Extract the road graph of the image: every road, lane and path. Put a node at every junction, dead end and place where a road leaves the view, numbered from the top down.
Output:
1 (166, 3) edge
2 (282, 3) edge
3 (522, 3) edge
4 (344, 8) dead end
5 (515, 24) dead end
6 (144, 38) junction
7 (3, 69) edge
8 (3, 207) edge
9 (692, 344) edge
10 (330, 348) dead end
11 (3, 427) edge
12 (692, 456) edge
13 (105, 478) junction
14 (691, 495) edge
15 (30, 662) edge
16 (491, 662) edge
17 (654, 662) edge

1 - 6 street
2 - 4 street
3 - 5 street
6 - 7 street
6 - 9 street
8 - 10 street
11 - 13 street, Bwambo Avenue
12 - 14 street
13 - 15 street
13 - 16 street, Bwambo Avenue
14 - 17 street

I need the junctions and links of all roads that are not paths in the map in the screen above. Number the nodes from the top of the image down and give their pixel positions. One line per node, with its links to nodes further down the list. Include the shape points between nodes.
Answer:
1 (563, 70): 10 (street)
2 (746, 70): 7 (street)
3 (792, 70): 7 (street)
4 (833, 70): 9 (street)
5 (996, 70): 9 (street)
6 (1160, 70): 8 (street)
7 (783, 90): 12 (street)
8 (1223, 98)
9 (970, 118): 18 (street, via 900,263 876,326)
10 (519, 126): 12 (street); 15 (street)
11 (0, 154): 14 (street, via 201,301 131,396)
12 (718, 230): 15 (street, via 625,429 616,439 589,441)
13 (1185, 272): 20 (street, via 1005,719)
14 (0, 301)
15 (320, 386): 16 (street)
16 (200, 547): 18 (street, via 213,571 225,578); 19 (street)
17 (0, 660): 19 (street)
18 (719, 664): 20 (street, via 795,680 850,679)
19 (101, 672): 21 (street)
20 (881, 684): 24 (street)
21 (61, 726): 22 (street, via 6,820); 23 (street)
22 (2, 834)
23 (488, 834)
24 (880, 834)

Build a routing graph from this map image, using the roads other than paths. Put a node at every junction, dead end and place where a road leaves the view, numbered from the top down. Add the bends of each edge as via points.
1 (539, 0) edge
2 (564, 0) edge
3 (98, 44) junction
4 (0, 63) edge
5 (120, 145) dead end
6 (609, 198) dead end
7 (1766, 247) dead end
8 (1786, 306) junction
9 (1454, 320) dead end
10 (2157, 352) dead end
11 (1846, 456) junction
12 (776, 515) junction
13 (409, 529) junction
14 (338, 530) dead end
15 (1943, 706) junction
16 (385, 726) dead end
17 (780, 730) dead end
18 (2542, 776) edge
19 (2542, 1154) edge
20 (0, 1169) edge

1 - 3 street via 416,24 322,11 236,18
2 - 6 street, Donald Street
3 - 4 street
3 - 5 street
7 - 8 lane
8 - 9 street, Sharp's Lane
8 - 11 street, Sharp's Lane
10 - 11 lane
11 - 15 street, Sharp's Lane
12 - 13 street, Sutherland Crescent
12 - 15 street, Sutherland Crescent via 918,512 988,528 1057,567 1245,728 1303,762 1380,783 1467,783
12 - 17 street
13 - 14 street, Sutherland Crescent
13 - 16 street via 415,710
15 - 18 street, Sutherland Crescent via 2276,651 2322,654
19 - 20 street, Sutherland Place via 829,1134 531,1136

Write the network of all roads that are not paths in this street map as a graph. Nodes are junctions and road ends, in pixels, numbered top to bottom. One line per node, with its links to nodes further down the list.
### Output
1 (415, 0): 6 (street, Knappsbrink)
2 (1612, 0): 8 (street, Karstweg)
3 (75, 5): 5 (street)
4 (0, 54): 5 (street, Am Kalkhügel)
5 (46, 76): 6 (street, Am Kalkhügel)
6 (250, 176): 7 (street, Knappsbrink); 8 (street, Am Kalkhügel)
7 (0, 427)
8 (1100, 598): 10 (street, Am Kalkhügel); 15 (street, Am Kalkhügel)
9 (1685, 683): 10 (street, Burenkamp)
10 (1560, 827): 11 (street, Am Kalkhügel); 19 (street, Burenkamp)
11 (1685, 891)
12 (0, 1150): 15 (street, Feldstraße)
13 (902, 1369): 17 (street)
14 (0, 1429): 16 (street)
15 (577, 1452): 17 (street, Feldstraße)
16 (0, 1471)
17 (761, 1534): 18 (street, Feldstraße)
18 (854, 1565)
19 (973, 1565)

====

TASK INSTRUCTIONS
Every line in the listing above that mentions "further" should be returned.

SOLUTION TO THIS EXERCISE
I need the junctions and links of all roads that are not paths in the map in the screen above. Number the nodes from the top of the image down and give their pixel positions. One line per node, with its links to nodes further down the list. Include the shape points between nodes.
Write the network of all roads that are not paths in this street map as a graph. Nodes are junctions and road ends, in pixels, numbered top to bottom. One line per node, with its links to nodes further down the list.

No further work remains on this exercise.